What is needed
Every entry needs to be written out again exactly, with its pictures removed.

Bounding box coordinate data
· · · ·
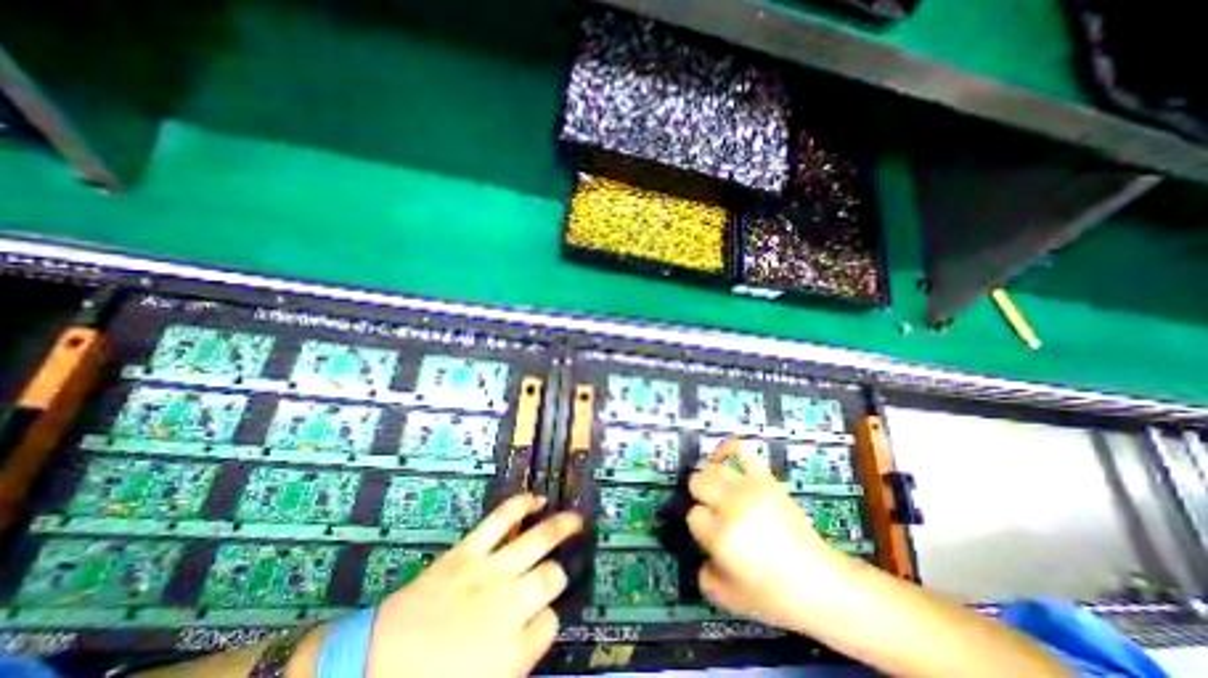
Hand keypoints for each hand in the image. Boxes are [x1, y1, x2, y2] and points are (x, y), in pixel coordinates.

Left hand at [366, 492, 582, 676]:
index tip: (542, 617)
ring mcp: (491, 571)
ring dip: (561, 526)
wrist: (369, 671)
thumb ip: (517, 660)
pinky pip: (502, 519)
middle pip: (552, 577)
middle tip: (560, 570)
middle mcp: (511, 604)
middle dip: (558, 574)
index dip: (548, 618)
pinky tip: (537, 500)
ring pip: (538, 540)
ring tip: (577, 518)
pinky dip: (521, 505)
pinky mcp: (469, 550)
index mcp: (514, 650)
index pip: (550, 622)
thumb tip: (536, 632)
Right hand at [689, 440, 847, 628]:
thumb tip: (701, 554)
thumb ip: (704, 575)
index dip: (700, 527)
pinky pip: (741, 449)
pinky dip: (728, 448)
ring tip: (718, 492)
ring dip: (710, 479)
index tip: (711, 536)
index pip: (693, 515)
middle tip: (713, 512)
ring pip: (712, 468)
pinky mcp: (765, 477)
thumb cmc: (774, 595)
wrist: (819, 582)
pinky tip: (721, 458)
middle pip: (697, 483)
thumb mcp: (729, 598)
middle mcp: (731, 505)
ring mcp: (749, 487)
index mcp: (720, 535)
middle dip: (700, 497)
· · · ·
Task response
Hand keypoints for each hand in the image. Boxes are [x1, y1, x2, y2] and points are (x, y), in pixel coordinates.

Left hand at [366, 492, 582, 676]:
index tip: (542, 617)
ring mcp: (491, 571)
ring dip: (561, 526)
wrist: (369, 671)
thumb ip: (517, 660)
pinky pip: (502, 519)
middle pip: (552, 577)
middle tip: (560, 570)
middle mcp: (511, 604)
middle dip: (558, 574)
index dip: (548, 618)
pinky tip: (537, 500)
ring pip: (538, 540)
ring tip: (577, 518)
pinky dip: (521, 505)
pinky mcp: (469, 550)
index mcp: (514, 650)
index pip: (550, 622)
thumb tip: (536, 632)
Right hand at [689, 440, 847, 628]:
thumb tip: (701, 554)
thumb ip: (704, 575)
index dip: (700, 527)
pinky pip: (741, 449)
pinky dip: (728, 448)
ring tip: (718, 492)
ring dip: (710, 479)
index tip: (711, 536)
index pip: (693, 515)
middle tip: (713, 512)
ring pip: (712, 468)
pinky mcp: (765, 477)
thumb cmc: (774, 595)
wrist: (819, 582)
pinky tip: (721, 458)
middle pip: (697, 483)
thumb mcp: (729, 598)
middle mcp: (731, 505)
ring mcp: (749, 487)
index mcp: (720, 535)
middle dip: (700, 497)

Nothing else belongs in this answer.